While the world waits with bated breath for news of developments, the War Cabinet is treated to a sombre appraisal on the current fighting. In particular, it learns that mines are having a significant effect on the shipping in coastal waters and on the Royal Navy in particular.

In the preceding week, they have accounted for the numerous ships. Minesweeper HMS Dundalk is badly damaged 16 October off Harwich and founders early the next day while under tow. HM Trawler Kingston Cairngorm is sunk off Portland on the 18th, and veteran of the action in Boulogne to evacuate troops, HM Destroyer Venetia (pictured below at Boulogne) goes down in the Thames Approaches on the 19th. There are 96 survivors from the latter ship, but five officers, including the Captain, are missing.

HMS Venetia at Boulogne, 23 May 1940

HM Trawler Velia is also sunk in the same locality. The Minesweeping Trawlers Wave Flower and Joseph Button are sunk off Aldeburgh, apparently by mines, on the 21st and 22nd respectively, and HM Trawler Hickory sinks off Portland on the 22nd.

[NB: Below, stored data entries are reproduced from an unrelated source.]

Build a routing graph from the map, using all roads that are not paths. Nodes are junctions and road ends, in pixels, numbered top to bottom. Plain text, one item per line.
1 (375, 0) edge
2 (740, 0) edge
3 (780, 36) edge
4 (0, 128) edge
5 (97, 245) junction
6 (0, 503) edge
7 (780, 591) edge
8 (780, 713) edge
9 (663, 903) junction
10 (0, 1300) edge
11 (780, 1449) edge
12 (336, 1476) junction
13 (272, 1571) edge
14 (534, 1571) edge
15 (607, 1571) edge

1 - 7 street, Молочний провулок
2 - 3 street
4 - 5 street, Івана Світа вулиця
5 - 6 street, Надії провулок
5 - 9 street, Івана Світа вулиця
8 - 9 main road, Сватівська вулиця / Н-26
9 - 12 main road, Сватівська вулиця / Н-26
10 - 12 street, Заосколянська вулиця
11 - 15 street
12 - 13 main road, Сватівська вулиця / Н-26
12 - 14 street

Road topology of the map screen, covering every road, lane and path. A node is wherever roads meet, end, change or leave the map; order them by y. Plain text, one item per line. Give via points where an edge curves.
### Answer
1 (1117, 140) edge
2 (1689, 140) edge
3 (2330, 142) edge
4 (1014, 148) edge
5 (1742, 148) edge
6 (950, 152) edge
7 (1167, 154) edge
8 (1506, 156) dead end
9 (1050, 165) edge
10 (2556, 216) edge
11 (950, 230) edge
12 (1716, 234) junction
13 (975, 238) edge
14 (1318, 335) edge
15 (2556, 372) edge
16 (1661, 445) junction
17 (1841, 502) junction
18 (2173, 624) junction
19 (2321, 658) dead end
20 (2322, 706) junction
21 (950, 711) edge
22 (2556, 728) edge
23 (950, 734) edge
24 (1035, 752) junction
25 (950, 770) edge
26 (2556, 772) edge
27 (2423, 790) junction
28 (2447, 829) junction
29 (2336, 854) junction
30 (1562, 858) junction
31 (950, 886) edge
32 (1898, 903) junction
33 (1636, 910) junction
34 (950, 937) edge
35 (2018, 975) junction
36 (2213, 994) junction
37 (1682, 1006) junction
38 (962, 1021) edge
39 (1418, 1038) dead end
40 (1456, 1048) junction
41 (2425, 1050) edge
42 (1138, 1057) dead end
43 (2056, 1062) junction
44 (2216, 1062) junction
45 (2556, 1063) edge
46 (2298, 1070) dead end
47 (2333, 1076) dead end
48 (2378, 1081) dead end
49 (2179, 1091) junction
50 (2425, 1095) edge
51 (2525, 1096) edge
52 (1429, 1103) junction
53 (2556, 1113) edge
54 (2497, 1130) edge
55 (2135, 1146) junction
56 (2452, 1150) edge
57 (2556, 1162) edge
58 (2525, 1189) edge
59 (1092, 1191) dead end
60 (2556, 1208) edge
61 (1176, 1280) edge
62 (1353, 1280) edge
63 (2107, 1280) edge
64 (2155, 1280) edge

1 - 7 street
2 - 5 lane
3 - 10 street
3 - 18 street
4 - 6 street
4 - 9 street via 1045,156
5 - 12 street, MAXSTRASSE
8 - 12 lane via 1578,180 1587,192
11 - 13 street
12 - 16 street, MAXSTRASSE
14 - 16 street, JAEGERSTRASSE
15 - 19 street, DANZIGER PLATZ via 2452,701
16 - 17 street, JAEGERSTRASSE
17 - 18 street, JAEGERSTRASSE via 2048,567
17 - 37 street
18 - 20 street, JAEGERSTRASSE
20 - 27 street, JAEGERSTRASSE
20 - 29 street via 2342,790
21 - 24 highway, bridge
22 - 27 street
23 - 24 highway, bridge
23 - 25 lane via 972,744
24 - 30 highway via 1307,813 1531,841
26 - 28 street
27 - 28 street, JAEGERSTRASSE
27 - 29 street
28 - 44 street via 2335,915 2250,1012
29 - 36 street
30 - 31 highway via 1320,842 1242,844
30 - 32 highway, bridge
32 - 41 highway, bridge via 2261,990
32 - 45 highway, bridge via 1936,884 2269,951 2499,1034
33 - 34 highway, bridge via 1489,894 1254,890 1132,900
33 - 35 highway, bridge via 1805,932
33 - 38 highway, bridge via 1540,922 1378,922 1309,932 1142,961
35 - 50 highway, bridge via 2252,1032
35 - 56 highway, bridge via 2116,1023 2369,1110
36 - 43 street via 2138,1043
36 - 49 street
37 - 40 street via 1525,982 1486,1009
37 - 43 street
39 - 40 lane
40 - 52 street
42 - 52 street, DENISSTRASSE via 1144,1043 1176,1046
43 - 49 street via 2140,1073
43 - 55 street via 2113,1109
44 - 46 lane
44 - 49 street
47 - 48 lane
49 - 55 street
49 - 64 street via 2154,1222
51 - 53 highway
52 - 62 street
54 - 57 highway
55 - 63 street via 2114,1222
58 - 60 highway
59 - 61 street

The picture for merchant shipping is no better. During the period, 36 ships (150,091 tons) have been reported sunk. Of these, 17 British (89,199 tons), three Norwegian (14,080 tons), three Swedish (13,533 tons), three Dutch (10,878 tons), two Greek (7,408 tons), one Estonian (1,186 tons), one Belgian (5,186 tons) and one Yugo-Slav (5,135 tons) were sunk by submarine.

Three British vessels (1,722 tons) were sunk by mine, one British (1,595 tons) was sunk by E-Boat and a British trawler (169 tons) was sunk by aircraft. In addition, three British ships (21,059 tons) previously reported as damaged were now known to have been sunk. Damage by aircraft, mine or submarine to 21 British ships (79,791 tons) had been reported and two additional British ships (10,232 tons) are now known to have been damaged in the previous period.

As to civilian casualties, the approximate figures for the week ending 06:00hrs on 23 October are 1,690 killed and 3,000 injured. These figures include the estimated 1,470 killed and 1,785 injured in London, 56 killed and and 261 injured in Coventry, and 30 killed and 203 injured in Birmingham.

But there is one thing few are concerned about - the invasion. Even the Lord Halifax is in the loop. On this day he notifies a British embassy that: "‘Though Hitler has enough shipping in the Channel to put half a million men onto salt water – or into it, as Winston said the other day –it really does seem as if the invasion of England has been postponed for the present".